Curt Bilby, PhD
Dr. Curt Bilby, the President and CEO of Terapio since 2007, has over twenty years of executive leadership experience in the biotechnology, healthcare and information technology sectors both domestically and in Europe. Previously, Dr. Bilby was President and CEO of Seahawk Biosystems Corporation which developed a biosensor based on technology developed at the Naval Research Laboratory. Prior to that, he was the Chairman and CEO of Evacyte Corporation, a company developing laser-based cancer detection and cell diagnostics using technology developed at The University of Texas at Austin. Dr. Bilby also served as the Président-Directeur Général of the multi-national company Eurimed, S.A. headquartered in Paris, France. Dr. Bilby has engineering degrees from Rose-Hulman Institute of Technology and Auburn University and conducted his doctoral work at The University of Texas at Austin. Of note is his selection as a Distinguished Young Alumnus of Rose-Hulman where he was also awarded an honorary doctorate.
Casey Cunningham, MD
Casey Cunningham, MD is the co-founder and Chief Medical Officer of Terapio. Dr. Cunningham received his fellowship training in oncology and hematology at the Harvard Medical School, where he subsequently served on the faculty. He was also one of the founding members of the Division of Experimental Medicine at the Brigham & Women’s Hospital in Boston, where he established a basic research laboratory in Cell and Molecular Biology. Dr. Cunningham received his medical degree from the University of Texas Southwestern Medical School with a residency in Internal Medicine at the Medical College of Wisconsin. Dr. Cunningham returned to Texas in 1999 as the Associate Director of the Mary Crowley Cancer Research Center in Dallas, a position he held until 2007. The MCCRC performs early phase drug development and Dr. Cunningham was the principal investigator on numerous trials, with a particular emphasis on gene and cell-based therapies. He has over 60 publications in peer-reviewed journals and many abstracts and meeting presentations.

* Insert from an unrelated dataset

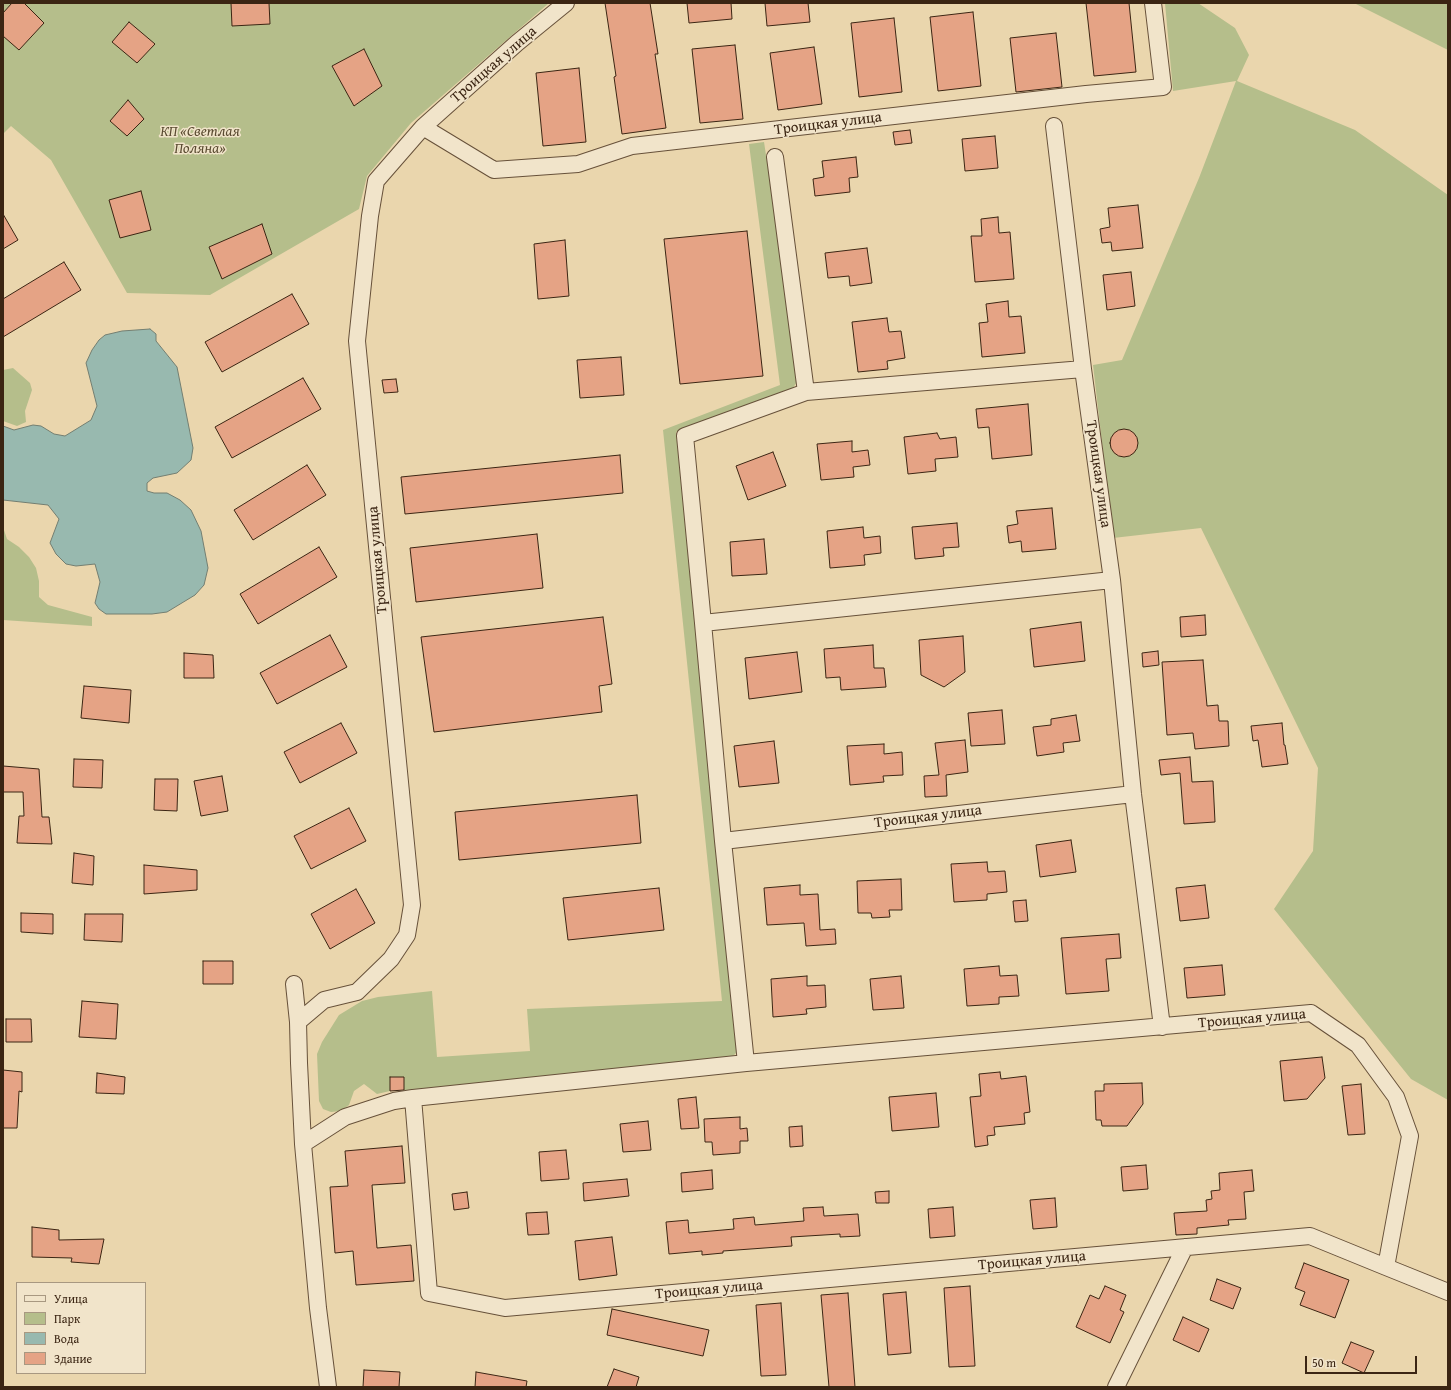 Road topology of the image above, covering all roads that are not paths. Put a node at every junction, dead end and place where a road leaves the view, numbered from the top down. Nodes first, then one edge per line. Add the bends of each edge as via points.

Henry Hebel is the Vice President of Drug Development for Terapio. He has twenty years of experience in biologics development, production and regulatory compliance in major global markets. Mr. Hebel was previously Chief Operating Officer of VGXI Inc. where he led the virtual company to operational in-house cGMP production in support of FDA and USDA clinical submissions within two years. VGXI continued to expand operations under Mr. Hebel’s guidance and successfully obtained the world’s first commercial gene therapy medical device combination product approval. Prior to VGXI, Mr. Hebel served as Key Account Manager at Qiagen, Inc. for the strategic joint venture known as the “pAlliance”. Mr. Hebel worked on the pAlliance team that launched the venture to provide CMO capabilities to the then emerging biotech market and was responsible for sales, marketing and project management activities. Mr. Hebel also worked as the Senior Manager of Bioprocessing for GeneMedicine Inc. The Bioprocessing team at GeneMedicine designed, built and operated a cGMP manufacturing facility using novel manufacturing methods and was responsible for the production of human clinical materials through Phase II clinical trials. Mr. Hebel has additional antibody product development and manufacturing experience at Tanox Biosystems, Inc. Mr. Hebel holds a Bachelor of Science degree in Zoology and a Masters of Business Administration degree from Texas A&M University.
Elizabeth Leffel, PhD, MPH
Elizabeth Leffel, PhD, MPH, is the Vice President of Preclinical and Nonclinical Programs at Terapio. Dr. Leffel has over ten years of experience developing and using animal models for autoimmune and infectious diseases. She is a specialist in countermeasure models and characterizing models for regulatory approval under the FDA Animal Rule. Previously, Dr. Leffel was the Senior Director of Nonclinical Sciences of PharmAthene Inc., where she was responsible for nonclinical evaluation of three medical countermeasures for chemical and biodefense applications. Prior to that, she was Chief of the Aerosol Research Center at the U.S. Army Medical Research Institute of Infectious Diseases. Dr. Leffel was a collaborator on over 15 research grants designed to investigate exposure to various biothreat agents, in addition to completing her own research on vaccines and therapeutics for anthrax. She has numerous publications and book chapters and has been an invited speaker to the Food and Drug Administration, Institute of Medicine, American Association for the Advancement of Science, and the Health Protection Agency of the UK, among others. Dr. Leffel earned her doctorate in Pharmacology and Toxicology at the Medical College of Virginia/Virginia Commonwealth University and a master’s degree in Public Health from The George Washington University.